▶ **TASK**
Leave out the pictures and output the data verbatim.

▶ **RECORDS FOR THE TASK**
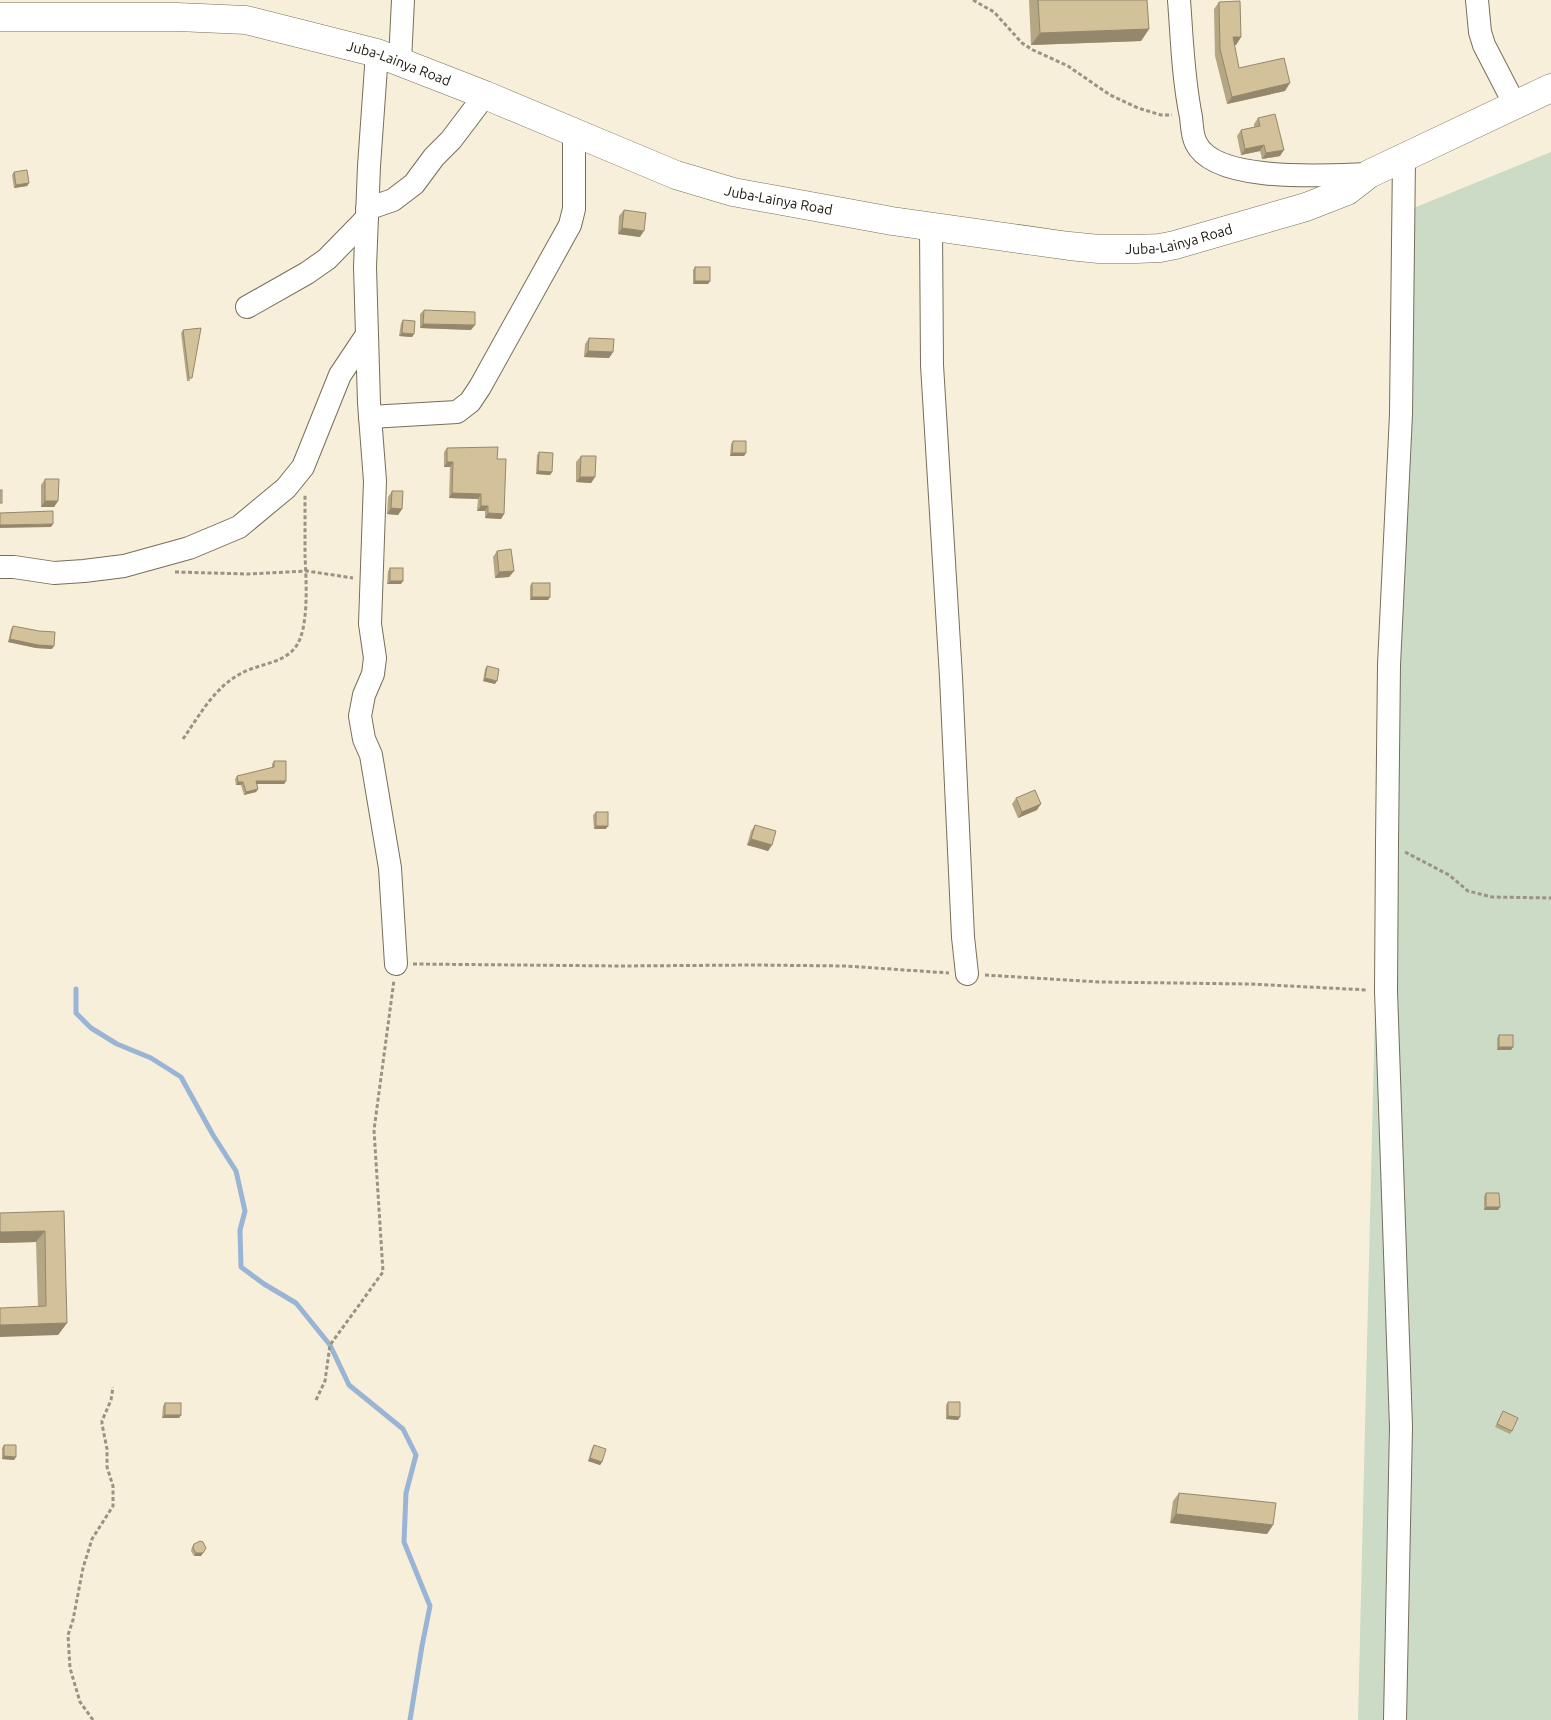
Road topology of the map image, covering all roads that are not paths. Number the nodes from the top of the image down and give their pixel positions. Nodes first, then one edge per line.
1 (403, 0) edge
2 (1179, 0) edge
3 (1477, 0) edge
4 (0, 17) edge
5 (388, 57) junction
6 (1551, 88) edge
7 (486, 96) junction
8 (1515, 105) junction
9 (574, 134) junction
10 (1404, 159) junction
11 (1369, 174) junction
12 (367, 213) junction
13 (931, 227) junction
14 (247, 307) dead end
15 (366, 336) junction
16 (370, 417) junction
17 (0, 567) edge
18 (396, 964) road end
19 (966, 974) road end
20 (1395, 1720) edge

1 - 5 street
2 - 11 street
3 - 8 street
4 - 5 main road, Juba-Lainya Road
5 - 7 main road, Juba-Lainya Road
5 - 12 street
6 - 8 main road, Juba-Lainya Road
7 - 9 main road, Juba-Lainya Road
7 - 12 street
8 - 10 main road, Juba-Lainya Road
9 - 13 main road, Juba-Lainya Road
9 - 16 street
10 - 11 main road, Juba-Lainya Road
10 - 20 street
11 - 13 main road, Juba-Lainya Road
12 - 14 street
12 - 15 street
13 - 19 street
15 - 16 street
15 - 17 street
16 - 18 street

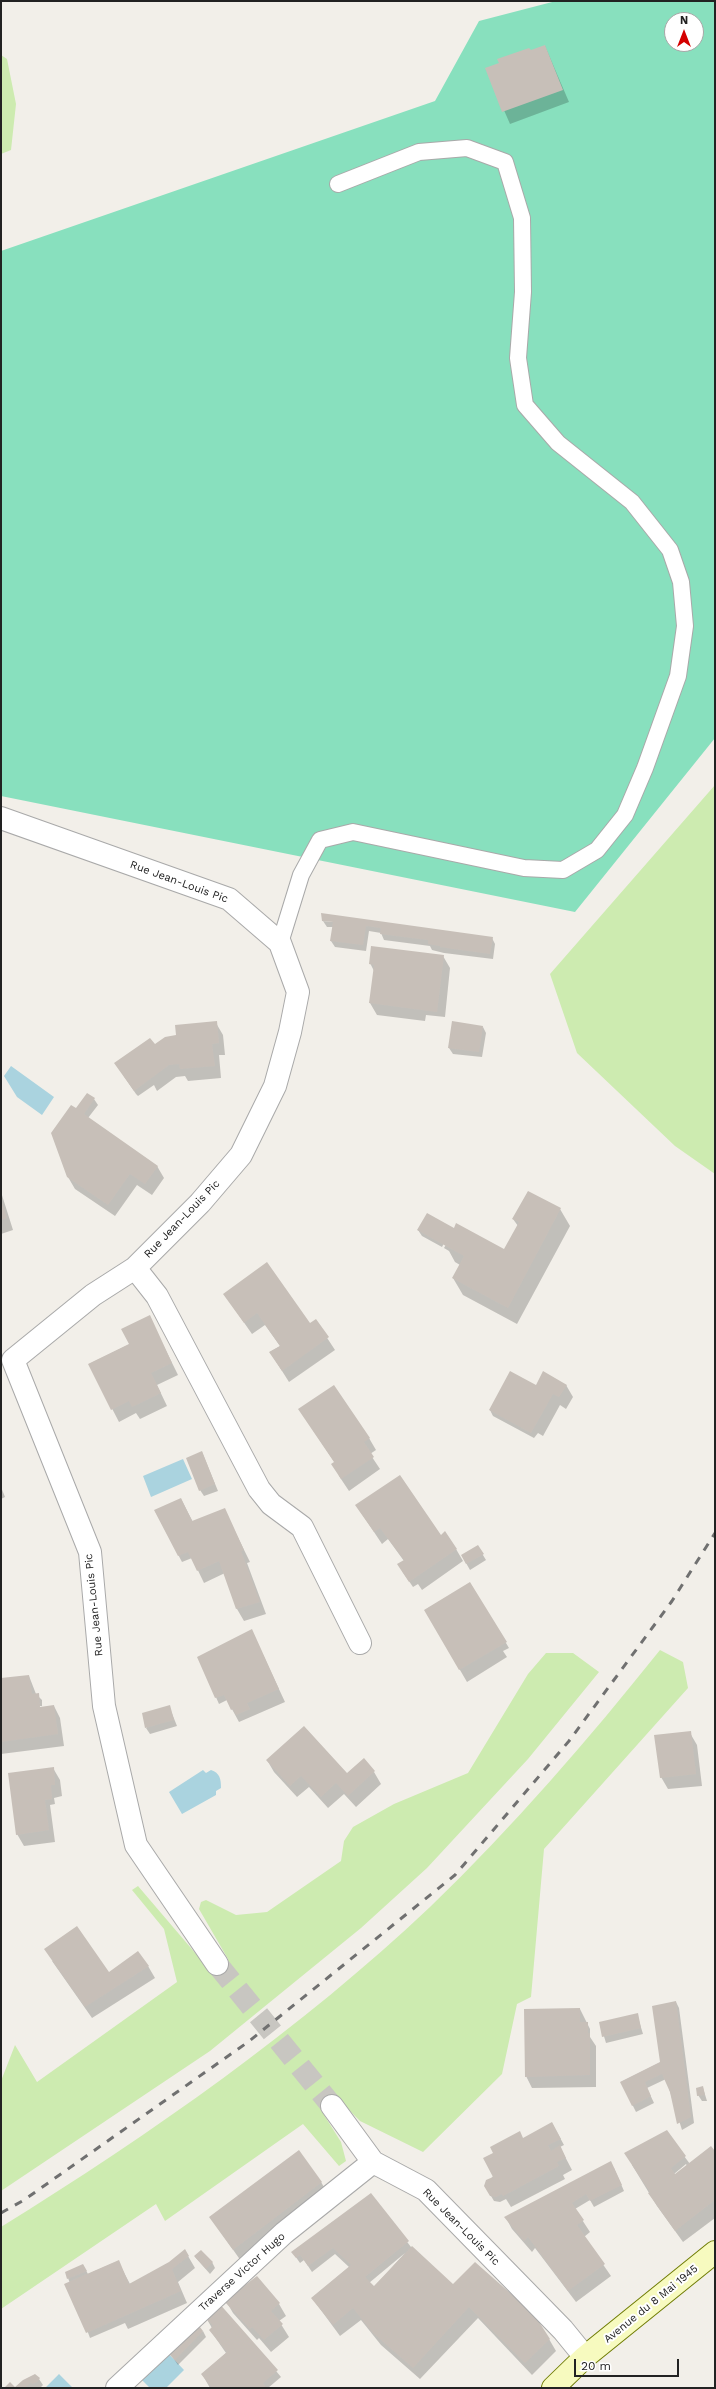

▶ **REPLY**
Road topology of the map image, covering all roads that are not paths. Number the nodes from the top of the image down and give their pixel positions. Nodes first, then one edge per line.
1 (403, 0) edge
2 (1179, 0) edge
3 (1477, 0) edge
4 (0, 17) edge
5 (388, 57) junction
6 (1551, 88) edge
7 (486, 96) junction
8 (1515, 105) junction
9 (574, 134) junction
10 (1404, 159) junction
11 (1369, 174) junction
12 (367, 213) junction
13 (931, 227) junction
14 (247, 307) dead end
15 (366, 336) junction
16 (370, 417) junction
17 (0, 567) edge
18 (396, 964) road end
19 (966, 974) road end
20 (1395, 1720) edge

1 - 5 street
2 - 11 street
3 - 8 street
4 - 5 main road, Juba-Lainya Road
5 - 7 main road, Juba-Lainya Road
5 - 12 street
6 - 8 main road, Juba-Lainya Road
7 - 9 main road, Juba-Lainya Road
7 - 12 street
8 - 10 main road, Juba-Lainya Road
9 - 13 main road, Juba-Lainya Road
9 - 16 street
10 - 11 main road, Juba-Lainya Road
10 - 20 street
11 - 13 main road, Juba-Lainya Road
12 - 14 street
12 - 15 street
13 - 19 street
15 - 16 street
15 - 17 street
16 - 18 street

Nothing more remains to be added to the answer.